▶ [Exercise objective]
Below are records to repeat exactly; copy them without the pictures.

▶ [Data in this exercise]
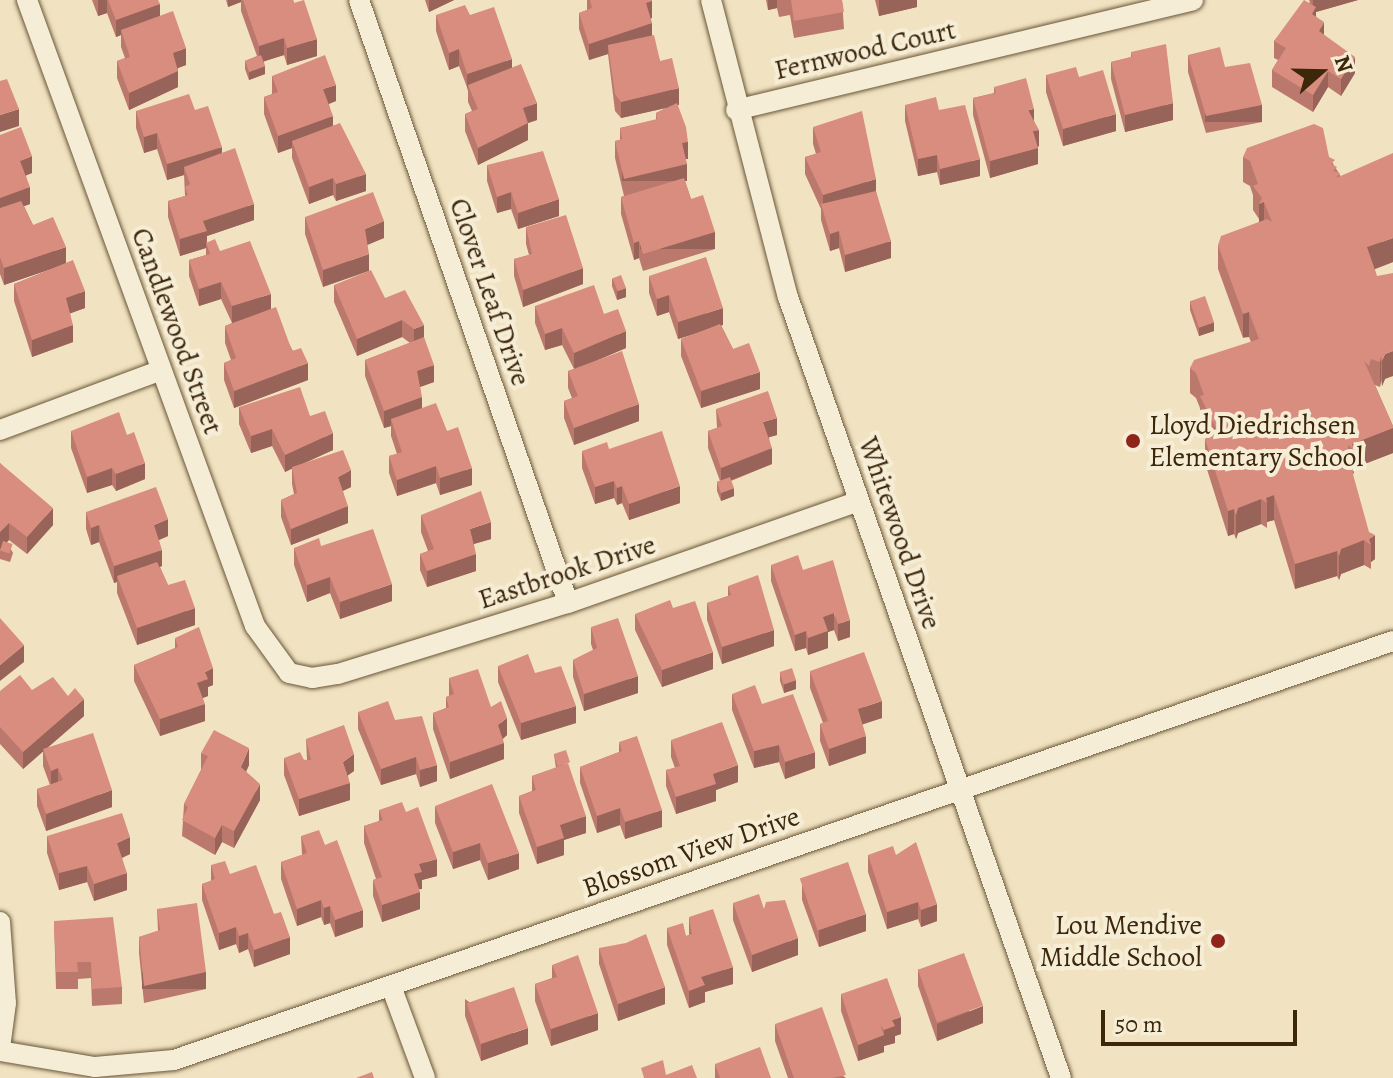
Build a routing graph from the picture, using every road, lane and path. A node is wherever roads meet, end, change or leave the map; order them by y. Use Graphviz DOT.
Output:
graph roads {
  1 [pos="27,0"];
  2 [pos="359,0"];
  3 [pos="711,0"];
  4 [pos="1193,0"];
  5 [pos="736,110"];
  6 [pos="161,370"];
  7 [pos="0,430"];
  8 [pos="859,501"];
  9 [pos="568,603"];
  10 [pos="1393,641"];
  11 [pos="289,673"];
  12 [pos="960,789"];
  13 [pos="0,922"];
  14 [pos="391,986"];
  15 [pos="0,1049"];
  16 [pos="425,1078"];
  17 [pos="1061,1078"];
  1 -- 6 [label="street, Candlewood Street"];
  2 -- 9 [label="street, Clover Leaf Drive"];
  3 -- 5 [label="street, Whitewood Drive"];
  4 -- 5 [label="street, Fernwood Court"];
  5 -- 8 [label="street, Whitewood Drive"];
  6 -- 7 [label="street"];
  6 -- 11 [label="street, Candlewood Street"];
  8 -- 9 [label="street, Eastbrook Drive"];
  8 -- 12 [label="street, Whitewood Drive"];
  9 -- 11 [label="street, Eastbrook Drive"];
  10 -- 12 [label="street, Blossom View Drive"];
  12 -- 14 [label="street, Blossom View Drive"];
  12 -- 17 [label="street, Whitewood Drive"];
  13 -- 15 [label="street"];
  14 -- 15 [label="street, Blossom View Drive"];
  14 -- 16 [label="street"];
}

▶ [Task answer]
Build a routing graph from the picture, using every road, lane and path. A node is wherever roads meet, end, change or leave the map; order them by y. Use Graphviz DOT.
Output:
graph roads {
  1 [pos="27,0"];
  2 [pos="359,0"];
  3 [pos="711,0"];
  4 [pos="1193,0"];
  5 [pos="736,110"];
  6 [pos="161,370"];
  7 [pos="0,430"];
  8 [pos="859,501"];
  9 [pos="568,603"];
  10 [pos="1393,641"];
  11 [pos="289,673"];
  12 [pos="960,789"];
  13 [pos="0,922"];
  14 [pos="391,986"];
  15 [pos="0,1049"];
  16 [pos="425,1078"];
  17 [pos="1061,1078"];
  1 -- 6 [label="street, Candlewood Street"];
  2 -- 9 [label="street, Clover Leaf Drive"];
  3 -- 5 [label="street, Whitewood Drive"];
  4 -- 5 [label="street, Fernwood Court"];
  5 -- 8 [label="street, Whitewood Drive"];
  6 -- 7 [label="street"];
  6 -- 11 [label="street, Candlewood Street"];
  8 -- 9 [label="street, Eastbrook Drive"];
  8 -- 12 [label="street, Whitewood Drive"];
  9 -- 11 [label="street, Eastbrook Drive"];
  10 -- 12 [label="street, Blossom View Drive"];
  12 -- 14 [label="street, Blossom View Drive"];
  12 -- 17 [label="street, Whitewood Drive"];
  13 -- 15 [label="street"];
  14 -- 15 [label="street, Blossom View Drive"];
  14 -- 16 [label="street"];
}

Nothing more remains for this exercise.